ジステンパーの1種ワクチンが出来たのはいつ頃だか知らないが、そのころのジステンパーワクチンの注射と今の5種混合ワクチンとは値段もほぼ同じようであったように思う。かけそばが一杯、15円から20円位の時の話である。
その値段の高さを考えると、飼い犬にワクチンを接種する家庭は少なかったのではないかと推測される。戦後の混乱から次第に復興してきていたとはいえ、まだまだ人間自体が生きていくのに懸命になっていた時代だ。犬に高額のワクチンを注射出来るだけの経済的体力のある家の方が、圧倒的に少なかったはずである。
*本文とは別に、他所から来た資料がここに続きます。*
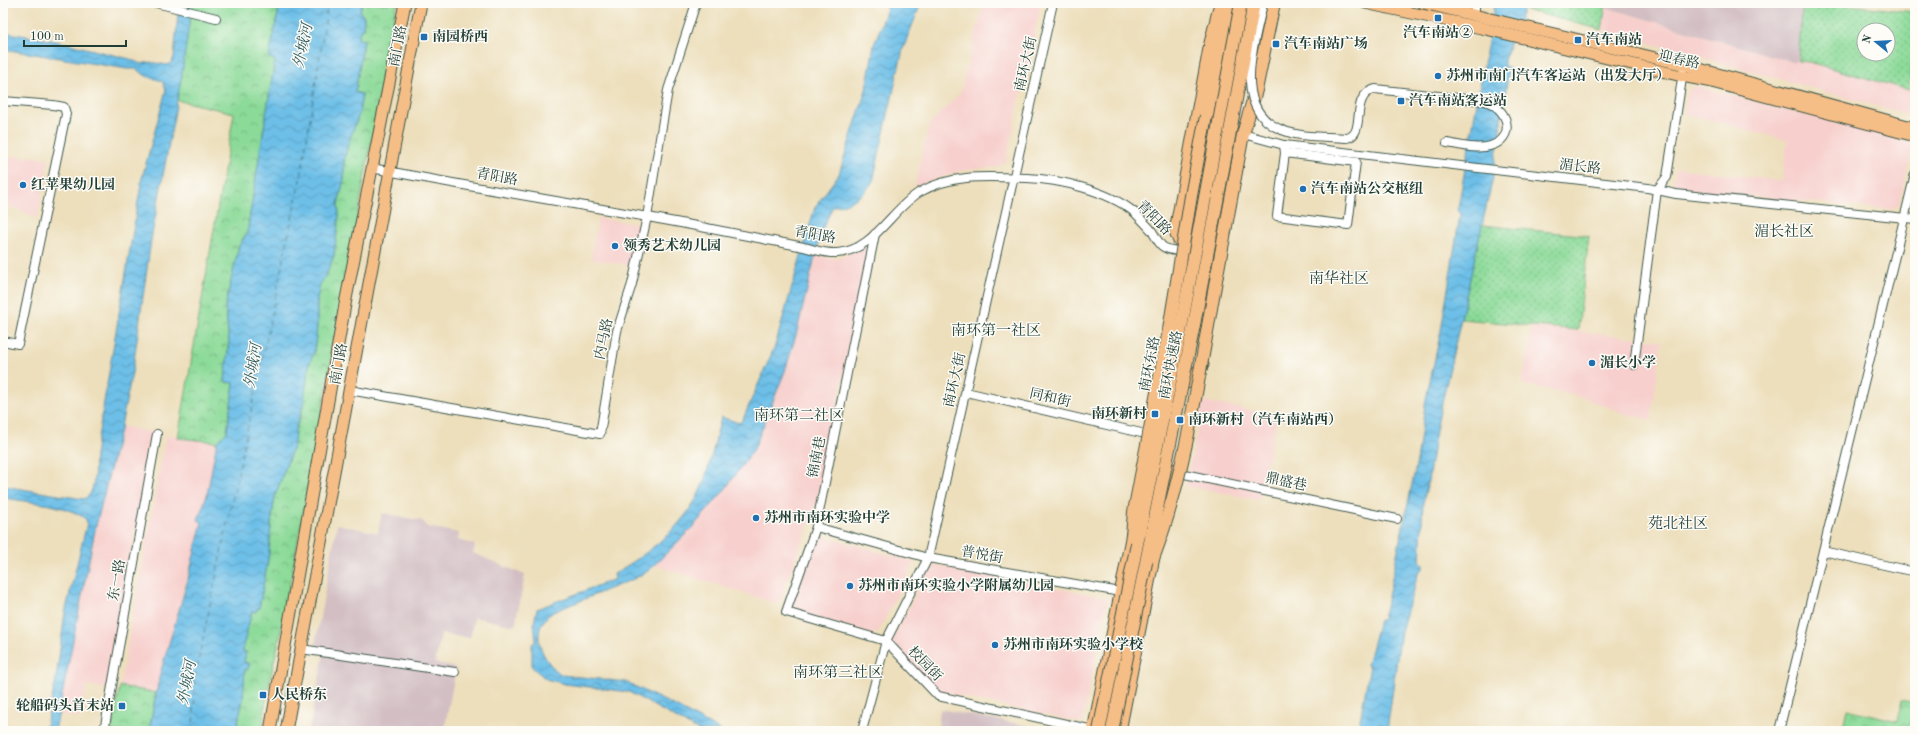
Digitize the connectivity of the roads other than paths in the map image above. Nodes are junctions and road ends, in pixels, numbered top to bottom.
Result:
1 (156, 3) edge
2 (405, 3) edge
3 (421, 3) edge
4 (696, 3) edge
5 (1053, 3) edge
6 (1220, 3) edge
7 (1226, 3) edge
8 (1234, 3) edge
9 (1241, 3) edge
10 (1254, 3) edge
11 (1262, 3) edge
12 (1274, 3) edge
13 (1365, 3) edge
14 (1423, 3) edge
15 (1475, 3) edge
16 (1475, 15) junction
17 (216, 18) dead end
18 (1488, 24) junction
19 (1520, 32) junction
20 (1685, 65) junction
21 (1682, 76) junction
22 (3, 101) edge
23 (1915, 128) edge
24 (1243, 134) junction
25 (1915, 136) edge
26 (1446, 143) dead end
27 (1285, 149) junction
28 (372, 168) junction
29 (389, 171) junction
30 (1915, 174) edge
31 (1013, 178) junction
32 (1657, 190) junction
33 (647, 216) junction
34 (1904, 218) junction
35 (1915, 219) edge
36 (875, 234) junction
37 (1187, 252) junction
38 (1211, 257) junction
39 (3, 341) edge
40 (1634, 365) dead end
41 (1187, 383) junction
42 (349, 390) junction
43 (966, 392) junction
44 (157, 434) dead end
45 (1151, 435) junction
46 (1176, 440) junction
47 (1170, 472) junction
48 (1397, 519) dead end
49 (816, 527) junction
50 (1823, 551) junction
51 (928, 558) junction
52 (1915, 572) edge
53 (1124, 589) junction
54 (1144, 593) junction
55 (886, 641) junction
56 (301, 649) junction
57 (455, 672) dead end
58 (104, 731) edge
59 (270, 731) edge
60 (286, 731) edge
61 (862, 731) edge
62 (1096, 731) edge
63 (1112, 731) edge
64 (1120, 731) edge
65 (1779, 731) edge

1 - 17 street
2 - 28 main road, 南门路
3 - 29 main road, 南门路
4 - 33 street, 内马路
5 - 31 street, 南环大街
6 - 37 main road
7 - 53 highway, bridge
8 - 37 main road, 南环东路
9 - 53 highway, 南环快速路, bridge
10 - 54 highway, 南环快速路, bridge
11 - 26 street, bridge
11 - 38 main road
12 - 24 highway
13 - 18 main road, 迎春路
14 - 16 main road, 迎春路
15 - 16 street
16 - 18 main road, 迎春路
18 - 19 main road, 迎春路
19 - 20 main road, 迎春路
19 - 21 main road, 迎春路
20 - 21 street
20 - 23 main road, 迎春路
21 - 25 main road, 迎春路
21 - 32 street
22 - 39 street
24 - 27 street, 湄长路
24 - 41 main road
24 - 54 highway, bridge
27 - 27 street
27 - 32 street, 湄长路
28 - 29 street, 青阳路
28 - 59 main road, 南门路
29 - 33 street, 青阳路
29 - 42 main road, 南门路
30 - 34 street
31 - 36 street, 青阳路
31 - 37 street, 青阳路
31 - 43 street, 南环大街
32 - 34 street, 湄长路
32 - 40 street
33 - 36 street, 青阳路
33 - 42 street, 内马路
34 - 35 street, 湄长路
34 - 50 street
36 - 49 street, 锦南巷
37 - 38 street, 青阳路
37 - 45 main road, 南环东路
38 - 41 main road
41 - 46 main road
42 - 56 main road, 南门路
43 - 45 street, 同和街
43 - 51 street, 南环大街
44 - 58 street, 东一路
45 - 46 street, 同和街
45 - 53 main road, 南环东路
46 - 47 main road
47 - 48 street, 鼎盛巷
47 - 54 main road
49 - 51 street, 普悦街
49 - 55 street, 锦南巷
50 - 52 street
50 - 65 street
51 - 53 street, 普悦街
51 - 55 street, 南环大街
53 - 54 street, 普悦街
53 - 62 highway, 南环快速路, bridge
54 - 63 highway, 南环快速路, bridge
54 - 64 main road
55 - 61 street, 南环大街
55 - 62 street, 校园街
56 - 57 street
56 - 60 main road, 南门路

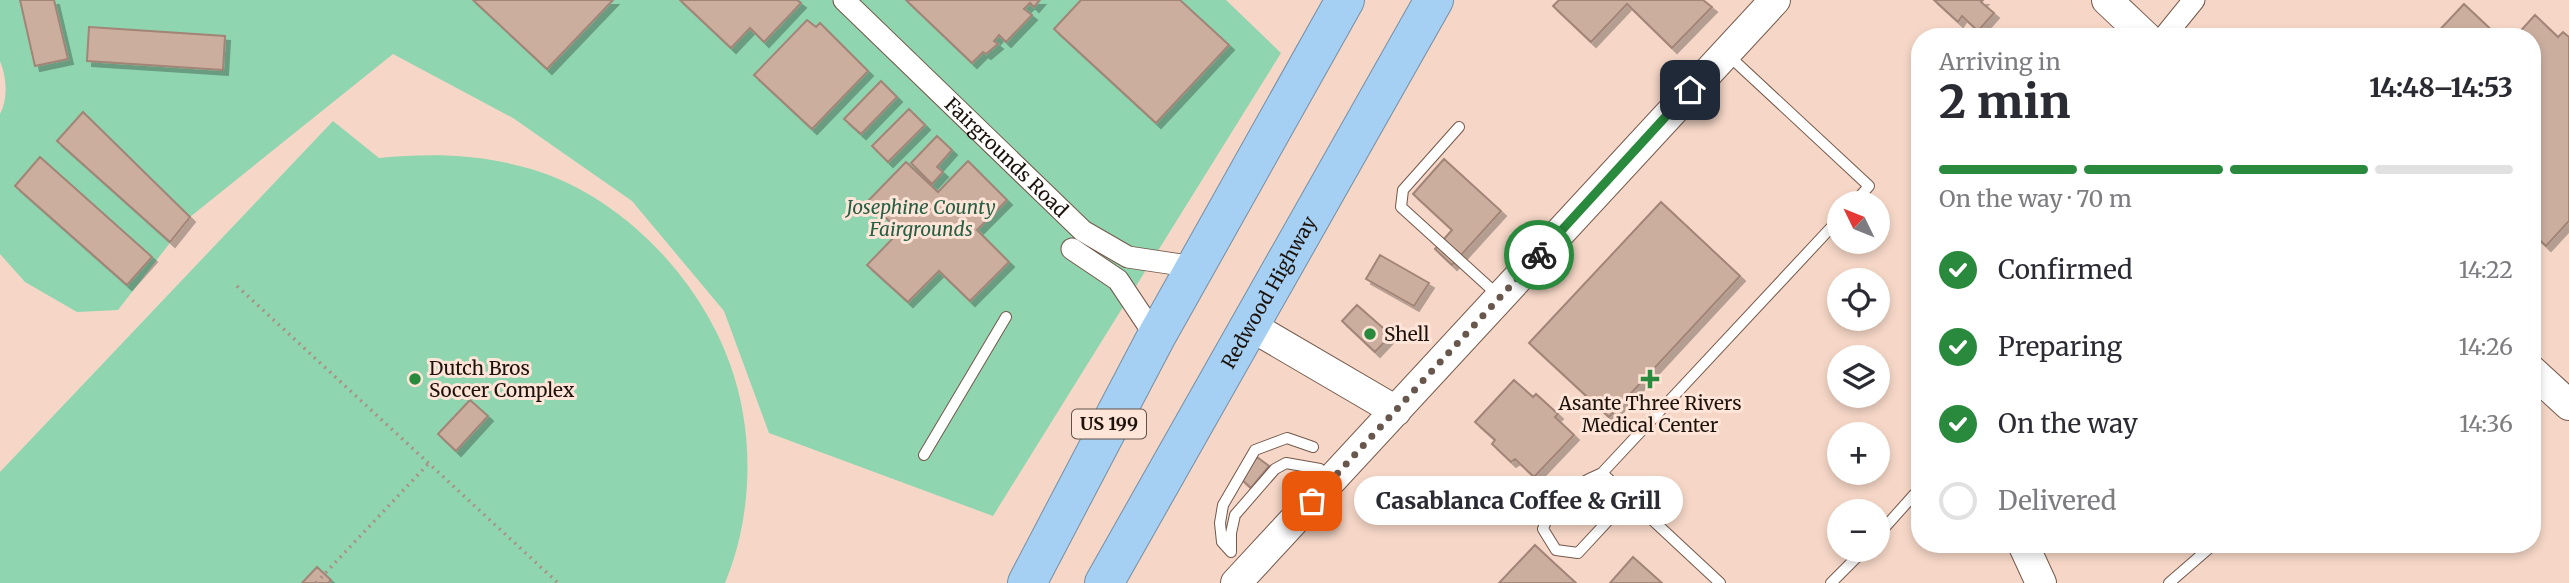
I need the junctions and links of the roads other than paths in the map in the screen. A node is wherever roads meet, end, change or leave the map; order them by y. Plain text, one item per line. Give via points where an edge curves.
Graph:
1 (844, 0) edge
2 (1345, 0) edge
3 (1434, 0) edge
4 (1775, 0) edge
5 (2107, 0) edge
6 (2194, 0) edge
7 (2137, 28) edge
8 (2171, 28) edge
9 (1725, 52) junction
10 (1459, 127) dead end
11 (1865, 191) edge
12 (1827, 232) edge
13 (1072, 249) dead end
14 (1195, 267) junction
15 (1500, 297) junction
16 (1006, 317) dead end
17 (1249, 325) junction
18 (1156, 337) junction
19 (2541, 379) edge
20 (2569, 405) edge
21 (1396, 411) junction
22 (1313, 447) dead end
23 (924, 455) dead end
24 (1320, 470) dead end
25 (1602, 473) junction
26 (1080, 478) junction
27 (1629, 498) junction
28 (1911, 498) edge
29 (1890, 522) edge
30 (2027, 553) edge
31 (2204, 553) edge
32 (1852, 562) edge
33 (1008, 583) edge
34 (1027, 583) edge
35 (1104, 583) edge
36 (1236, 583) edge
37 (1720, 583) edge
38 (1831, 583) edge
39 (2040, 583) edge
40 (2169, 583) edge

1 - 14 street, Fairgrounds Road via 1083,231 1128,257
2 - 14 highway, US 199
3 - 17 highway, Redwood Highway
4 - 9 street
5 - 7 street
6 - 8 street
9 - 11 lane via 1870,186
9 - 15 street
10 - 15 lane via 1403,190 1401,207
12 - 25 lane
13 - 18 street via 1118,280
14 - 18 highway, US 199
15 - 21 street
16 - 23 lane
17 - 21 street
17 - 35 highway, Redwood Highway
18 - 26 highway, US 199
19 - 20 street
21 - 36 street
22 - 24 lane via 1287,438 1255,450 1223,505 1222,542 1231,552 1235,514 1275,469 1286,463
25 - 27 lane
25 - 27 lane via 1576,485 1550,509 1543,529 1556,550 1578,553
26 - 33 highway
26 - 34 highway, US 199
27 - 37 lane
28 - 29 lane
30 - 39 street
31 - 40 lane
32 - 38 lane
従って、当時は商売で犬を売り買いしている犬屋さんから子犬を買ってきてもそのほとんどが病気であった。獣医師になってから考えると、今ならワクチンである程度予防できるジステンパーや、優れた駆虫剤が開発されている寄生虫による病気であった。犬のおかれている環境に問題があったのだろう。元気に育つ犬はというと、誰かの家からもらうか、買うかした「素性の知れた」犬だった。我が家も犬を絶やしたことが無かったが、今おもうと本当にペットの生活環境という面では時代が変わったのだと実感する事が多い。お店について言えば、犬屋さんも呼び名がペットショップとなり、買ってきた犬の病気も格段に少なくなって店内の環境が清潔になったことがその証拠である。
そのころには、犬は5才ぐらいが寿命で、6才といえば長生きの方だった。現在は15才以上の犬がざらにいる時代となったことを考えると、すごい長生きになったことが判ると同時に、恐ろしい感染症が少なくなったことも一因だと思う。